Parapeto: La corrupción, fuente de poder económico y político
El tema de la lucha contra corrupción ha tomado mucha fuerza en estos últimos meses en los que nos hemos visto obligados a permanecer en cuarentena a raíz de la amenaza real en que se ha convertido el virus Covid -19.
No por el temor que, unos más que otros, le tienen a la pandemia. El problema del crecimiento exponencial del contagio no se debe exclusivamente a la indisciplina de muchos, que ojalá lo terminen de entender y se queden en sus casas, conocidas las últimas cifras oficiales de contagios y muertes, 20.000 los primeros y 692 los fallecidos, sino también a la acción de los corruptos que no se paran en mientes para continuar en sus criminales andanzas.

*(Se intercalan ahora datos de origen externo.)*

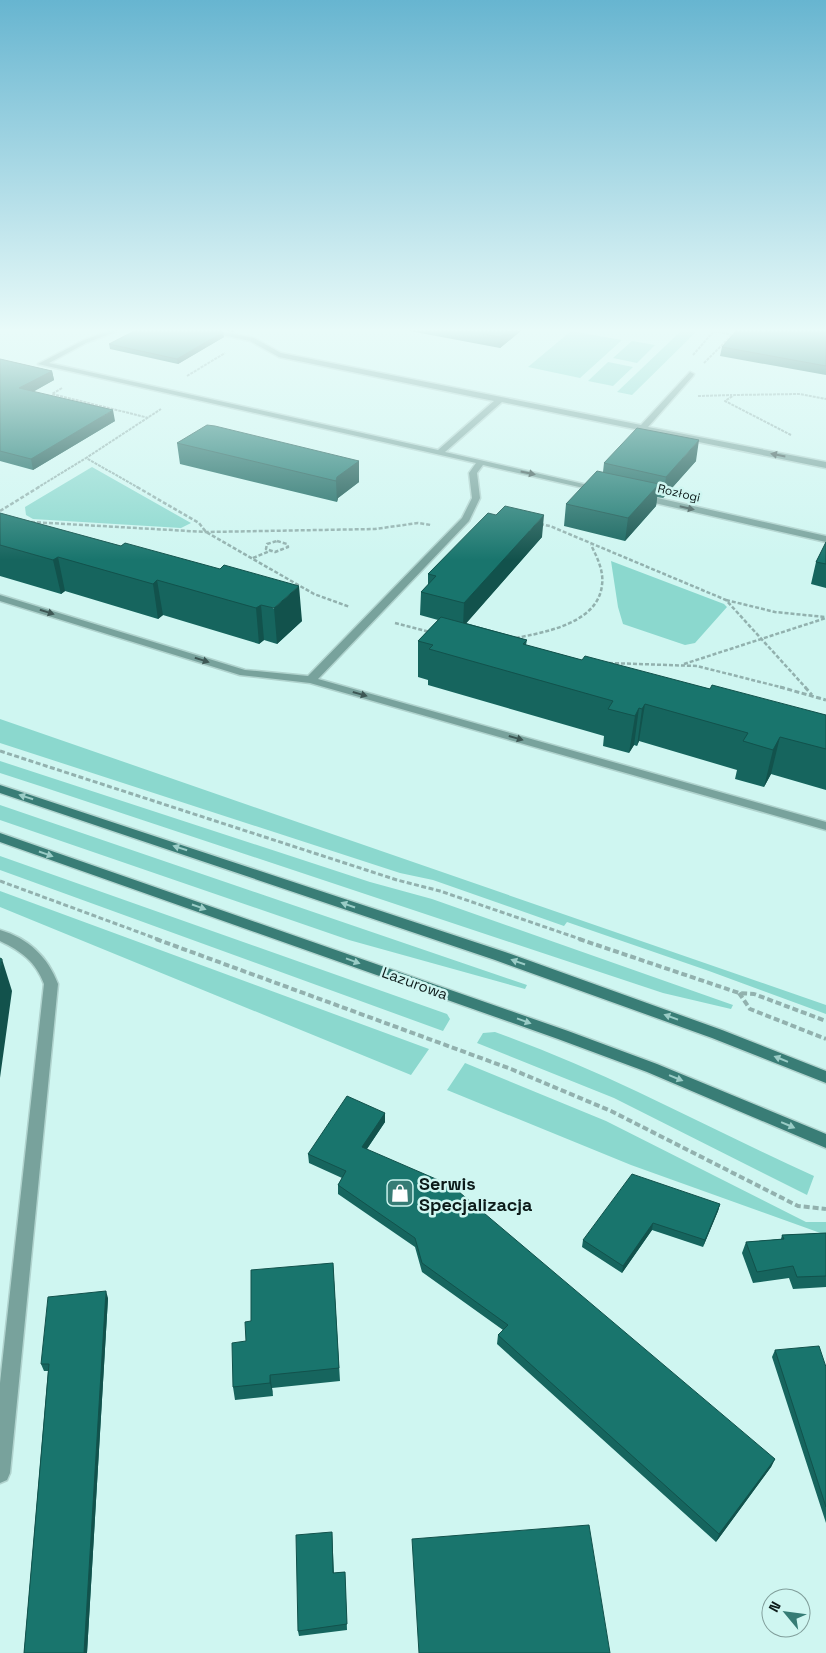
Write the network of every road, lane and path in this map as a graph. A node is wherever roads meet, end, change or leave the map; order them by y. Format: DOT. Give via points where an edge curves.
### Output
graph roads {
  1 [pos="89,406"];
  2 [pos="102,406"];
  3 [pos="230,406"];
  4 [pos="493,406"];
  5 [pos="536,406"];
  6 [pos="662,406"];
  7 [pos="734,406"];
  8 [pos="85,408"];
  9 [pos="643,428"];
  10 [pos="792,435"];
  11 [pos="439,453"];
  12 [pos="86,458"];
  13 [pos="481,462"];
  14 [pos="826,465"];
  15 [pos="611,491"];
  16 [pos="630,495"];
  17 [pos="0,511"];
  18 [pos="30,522"];
  19 [pos="532,522"];
  20 [pos="454,530"];
  21 [pos="206,532"];
  22 [pos="826,539"];
  23 [pos="590,544"];
  24 [pos="270,551"];
  25 [pos="252,558"];
  26 [pos="0,598"];
  27 [pos="726,600"];
  28 [pos="373,615"];
  29 [pos="826,618"];
  30 [pos="437,634"];
  31 [pos="507,640"];
  32 [pos="762,640"];
  33 [pos="607,662"];
  34 [pos="680,666"];
  35 [pos="311,680"];
  36 [pos="812,695"];
  37 [pos="826,700"];
  38 [pos="0,751"];
  39 [pos="0,789"];
  40 [pos="826,826"];
  41 [pos="0,838"];
  42 [pos="0,881"];
  43 [pos="0,935"];
  44 [pos="739,994"];
  45 [pos="826,1021"];
  46 [pos="826,1039"];
  47 [pos="826,1077"];
  48 [pos="826,1141"];
  49 [pos="826,1209"];
  50 [pos="0,1473"];
  1 -- 8 [label="path"];
  2 -- 12 [label="path" via="150,418"];
  3 -- 11 [label="street"];
  4 -- 11 [label="street"];
  5 -- 9 [label="street"];
  6 -- 9 [label="street"];
  7 -- 10 [label="path"];
  14 -- 9 [label="street, one-way"];
  11 -- 13 [label="street"];
  12 -- 17 [label="path"];
  12 -- 21 [label="path" via="199,523"];
  13 -- 15 [label="street, one-way"];
  13 -- 20 [label="street" via="473,473 476,489 473,507"];
  16 -- 22 [label="street, Rozłogi, one-way"];
  18 -- 21 [label="path"];
  19 -- 23 [label="path" via="550,526"];
  20 -- 21 [label="path" via="418,523 375,529"];
  20 -- 28 [label="street"];
  21 -- 25 [label="path"];
  23 -- 27 [label="path"];
  23 -- 31 [label="path" via="599,558 601,594 584,616 565,627"];
  24 -- 24 [label="path" via="285,550 287,544 271,542 265,546"];
  24 -- 25 [label="path"];
  25 -- 28 [label="path" via="314,594"];
  26 -- 35 [label="street, one-way" via="244,673"];
  27 -- 29 [label="path" via="782,614"];
  27 -- 32 [label="path"];
  28 -- 30 [label="path"];
  28 -- 35 [label="street"];
  29 -- 32 [label="path"];
  32 -- 34 [label="path"];
  32 -- 36 [label="path"];
  33 -- 34 [label="path"];
  34 -- 36 [label="path" via="741,674"];
  35 -- 40 [label="street, one-way"];
  36 -- 37 [label="path"];
  38 -- 44 [label="path" via="388,877 440,890"];
  47 -- 39 [label="main road, one-way" via="500,956"];
  41 -- 48 [label="main road, Lazurowa, one-way" via="563,1035"];
  42 -- 49 [label="path" via="511,1068 611,1111 798,1206"];
  43 -- 50 [label="street" via="28,950 46,969 51,984"];
  44 -- 45 [label="path" via="754,994"];
  44 -- 46 [label="path" via="750,1009"];
}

Si se roban los alimentos o se roban parte del presupuesto destinado a fortalecer la asistencia en las UCI de los hospitales y para la compra de respiradores artificiales, están contribuyendo a más muertos por la enfermedad del covid-19. Personalmente me ha gustado muchísimo la campaña desplegada por la cadena de televisión RCN y su noticiero bajo la dirección del Dr Juan Lozano, quien todas las noches dentro del libreto tiene un espacio dedicado, con fuerza, a combatir y develar a los corruptos que, en esta crisis, diría, en este duelo, han sofisticado sus formas y prácticas para robarse los dineros del común sin importarles si esos niños y adultos que no reciben los alimentos y las ayudas medicas puedan morir por su actuar asesino.
En los últimos días el Dr. Juan Lozano ha entrevistado simultáneamente a los directores de los principales órganos de control como son, La Procuraduría General de la Nación, La Contraloría General de la Republica y al Fiscal General que unidos le han puesto la lupa a los piratas o filibusteros del erario público. Ya son más de 15 los alcaldes y al menos 2 gobernadores que han sido sancionados administrativamente y fiscalmente so pena de ser judicializados por actos criminales cometidos al apropiarse de dineros oficiales en la compra de kits alimenticios para las familias más pobres necesitadas de la ayuda de los gobiernos a todo nivel.
Esos mismos ladrones también se han lucrado de los contratos de adecuación de hospitales, la semana anterior escribí sobre el asalto al Hospital Universitario de Neiva en la inversión embolatada de $30.000 millones de pesos para la terminación de la Torre Materno Infantil, y le he pedido a los órganos de control que investiguen el accionar de los últimos 3 alcaldes de Neiva, anteriores a Gorky Muñoz, y a la vez, al ex gobernador del último cuatrienio para establecer responsabilidades fiscales, administrativas y penales de los contratos cuyo objeto haya sido la de proveer ayudas medicas a esos centros de salud, y los de ejecución de obras civiles. Muy bien por el Dr y amigo Juan Lozano y a la cadena RCN.
Alguna vez le escuché decir al exalcalde de Bucaramanga Ing Rodolfo Hernández, “que los que se roban los recursos del pueblo son unos HP; porque primero se roban el dinero oficial y luego con parte de ese dinero se hacen elegir”. La pérdida de los valores éticos se ha extraviado por cuenta de los salteadores de los dineros públicos.
Desde la mitad del siglo pasado en Colombia la ética se diluyó en desmanes, y perdió orientación la escala de valores tradiciones ancestrales y le dio paso a la guerrilla narcotraficante y a la corrupción de muchos políticos en nuestro país que, como lo dice el sacerdote jesuita Alfonso Llano Escobar en una de sus célebres columnas publicada hace unos años en el Diario El Tiempo: “esa clase de políticos cambiaron las reglas de juego de la economía y de la convivencia social colombiana”.
La opinión de muchos amigos de nuestro país, de origen extranjero, es que Colombia es un país lleno de corrupción, de mentiras, de bajos instintos, sin conciencia, ni remordimiento, donde el poder de la justicia no funciona. Un país en donde los delincuentes pasan por encima de los derechos de los ciudadanos honestos.
No es simplemente volver por los valores tradicionales sino de elaborar un nuevo concepto de hombre, de justicia, de trabajo y de responsabilidad al decir, nuevamente, del padre Alfonso Llano en su importante libro, “100 razones para hacer un alto en el camino”.